We take another turn. Lukas’s arm brushes against mine, his elbow grazing my shoulder. “The one you experimented with?”
“The one and only.” I huff a laugh. “Quite literally ‘the only.’”
“Is he here?”
“You mean at Stanford? Nope, he’s at WashU. St. Louis.”
“Is that where you’re from?”
“Where my stepmom’s from.”
He nods. “Did you break it off because of the distance?”
It’s more questions than Lukas has produced in the entirety of our acquaintance—all in the space of about ten seconds. Maybe he’s sussing out whether I’m a weirdo. “The opposite, actually. He broke up with me.” Lukas’s forehead curls into a scowl. “What’s that face?”
The scowl remains. “Nothing.”
“It wasn’t because—it wasn’t a sex thing,” I reassure him.
Lukas seems baffled. “I never assumed it was.”
I’m not convinced. “If anything, it’s more because of the way I am.”
“The way you are?”
“Just—my personality. Overachiever. Obsessive with wanting things to go my way. Hyper-controlled. Distant, sometimes. Basically, I know I come across as a stone-cold bitch, but—”
He laughs. Lukas straight-up, outright laughs. A rumbling, deep sound that’s louder than anything I’ve heard from him. I’m not sure what to do, except keep walking and stare, perplexed.
“What?” I ask.
He shakes his head. “You’re not cold, Scarlett,” he says. “You’re . . . soft.”
“I’m not soft.”
“You are with me.” His eyes meet mine. A dark, unflinching look that sands layer upon layer off me. “Maybe I make you soft.”

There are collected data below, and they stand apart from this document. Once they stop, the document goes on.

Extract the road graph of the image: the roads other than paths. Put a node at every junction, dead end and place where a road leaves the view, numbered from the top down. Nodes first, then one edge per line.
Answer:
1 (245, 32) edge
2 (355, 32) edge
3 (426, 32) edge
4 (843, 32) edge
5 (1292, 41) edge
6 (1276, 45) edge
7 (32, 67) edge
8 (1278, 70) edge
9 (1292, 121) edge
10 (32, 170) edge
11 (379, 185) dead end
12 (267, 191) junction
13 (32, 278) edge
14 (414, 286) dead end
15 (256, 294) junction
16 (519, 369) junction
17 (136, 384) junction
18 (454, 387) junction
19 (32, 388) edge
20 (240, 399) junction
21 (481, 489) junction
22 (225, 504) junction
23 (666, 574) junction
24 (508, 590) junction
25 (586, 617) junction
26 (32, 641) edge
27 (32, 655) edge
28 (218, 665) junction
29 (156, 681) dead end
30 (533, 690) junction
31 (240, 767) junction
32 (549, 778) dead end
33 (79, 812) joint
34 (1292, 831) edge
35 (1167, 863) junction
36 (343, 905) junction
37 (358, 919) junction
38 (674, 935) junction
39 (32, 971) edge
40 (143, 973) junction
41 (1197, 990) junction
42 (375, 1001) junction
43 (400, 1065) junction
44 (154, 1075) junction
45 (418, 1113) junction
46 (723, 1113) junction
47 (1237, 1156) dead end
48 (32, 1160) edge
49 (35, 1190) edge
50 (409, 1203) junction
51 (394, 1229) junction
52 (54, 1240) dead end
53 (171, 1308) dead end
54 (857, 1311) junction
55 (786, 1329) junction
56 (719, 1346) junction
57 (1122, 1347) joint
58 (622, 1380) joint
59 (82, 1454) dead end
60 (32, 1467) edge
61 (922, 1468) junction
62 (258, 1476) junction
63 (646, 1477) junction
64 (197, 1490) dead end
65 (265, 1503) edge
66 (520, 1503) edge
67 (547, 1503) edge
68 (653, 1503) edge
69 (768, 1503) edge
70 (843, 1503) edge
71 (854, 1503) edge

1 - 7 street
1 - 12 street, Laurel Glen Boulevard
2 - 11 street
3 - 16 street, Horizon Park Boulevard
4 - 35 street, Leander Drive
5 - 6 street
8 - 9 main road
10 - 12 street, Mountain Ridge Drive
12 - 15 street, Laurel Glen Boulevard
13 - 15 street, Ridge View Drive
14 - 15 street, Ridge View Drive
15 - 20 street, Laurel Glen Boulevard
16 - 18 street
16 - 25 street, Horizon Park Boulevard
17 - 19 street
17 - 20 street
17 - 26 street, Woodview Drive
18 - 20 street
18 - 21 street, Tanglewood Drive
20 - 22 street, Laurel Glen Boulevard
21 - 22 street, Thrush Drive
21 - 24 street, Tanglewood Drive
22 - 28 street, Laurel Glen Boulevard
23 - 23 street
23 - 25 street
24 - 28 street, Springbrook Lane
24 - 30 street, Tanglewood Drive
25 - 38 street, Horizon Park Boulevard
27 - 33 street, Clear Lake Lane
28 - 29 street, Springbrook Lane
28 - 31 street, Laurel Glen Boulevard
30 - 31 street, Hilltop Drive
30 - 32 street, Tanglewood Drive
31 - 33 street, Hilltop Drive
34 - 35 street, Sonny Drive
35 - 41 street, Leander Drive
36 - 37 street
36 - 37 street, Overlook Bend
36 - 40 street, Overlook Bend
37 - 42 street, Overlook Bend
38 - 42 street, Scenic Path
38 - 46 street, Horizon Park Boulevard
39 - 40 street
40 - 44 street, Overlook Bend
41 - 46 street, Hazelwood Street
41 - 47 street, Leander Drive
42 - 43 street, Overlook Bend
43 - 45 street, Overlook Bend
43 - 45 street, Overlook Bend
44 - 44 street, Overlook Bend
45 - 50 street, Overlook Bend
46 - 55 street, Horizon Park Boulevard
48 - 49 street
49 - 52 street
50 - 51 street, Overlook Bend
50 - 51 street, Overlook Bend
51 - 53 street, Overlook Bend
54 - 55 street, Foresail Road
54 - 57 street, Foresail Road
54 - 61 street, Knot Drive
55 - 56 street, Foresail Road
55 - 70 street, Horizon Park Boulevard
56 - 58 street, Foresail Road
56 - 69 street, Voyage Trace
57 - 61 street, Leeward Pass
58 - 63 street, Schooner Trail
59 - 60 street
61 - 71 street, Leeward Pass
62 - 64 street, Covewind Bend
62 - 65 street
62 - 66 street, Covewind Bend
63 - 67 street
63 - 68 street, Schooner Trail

Heat rushes to my cheeks, and I force my gaze away, down to our shoes, his legs that are so much longer than mine, he must be matching our paces, or I’d have run out of breath a while ago. “Josh met someone he liked better.” The truth is not the sucker punch it used to be, back when just hearing his name made me feel alone and unwanted. “But he wasn’t really . . . like us. We weren’t well matched in that sense.”
He stops in front of a white Spanish Colonial house just outside campus. I do the same, trying not to be intimidated by the serious way he’s studying me. “Are you still in love with him?” he asks quietly.
The question takes me by surprise. So does the ease of my reply. “No. I haven’t been pining for him. It’s been a million years, and—”
“A million.”
I roll my eyes. Smile. “One and a half years.” It’s a more helpful answer than the one he gave me when I asked if he still had feelings for Pen. Do you, Lukas?
“And there hasn’t been anyone else?”
I shake my head. “Not because I’m hung up on Josh. It has more to do with being premed and practice schedules. Plus, with my luck, I’d swipe right on someone who stormed the Capitol and hates routine vaccinations. So . . . yeah. Just Josh.” And now you pulsates sweetly between us. I want to squirm against it, this heat in my stomach he left burning, this frustrating but pleasant reminder that Lukas is like me.
I shrug. Chew on my lower lip before finding the courage to ask, “What about you?”
“Me, what?” He gives me an expectant look. A Norse god granting an audience to his subject. It’s more than a slight turn-on, because I’m twisted like that.
“Has there been anyone else aside from Pen?”
He hesitates, then tilts his head, gesturing toward the entrance of the house, and says, “It’s complicated. We can discuss it inside the house.”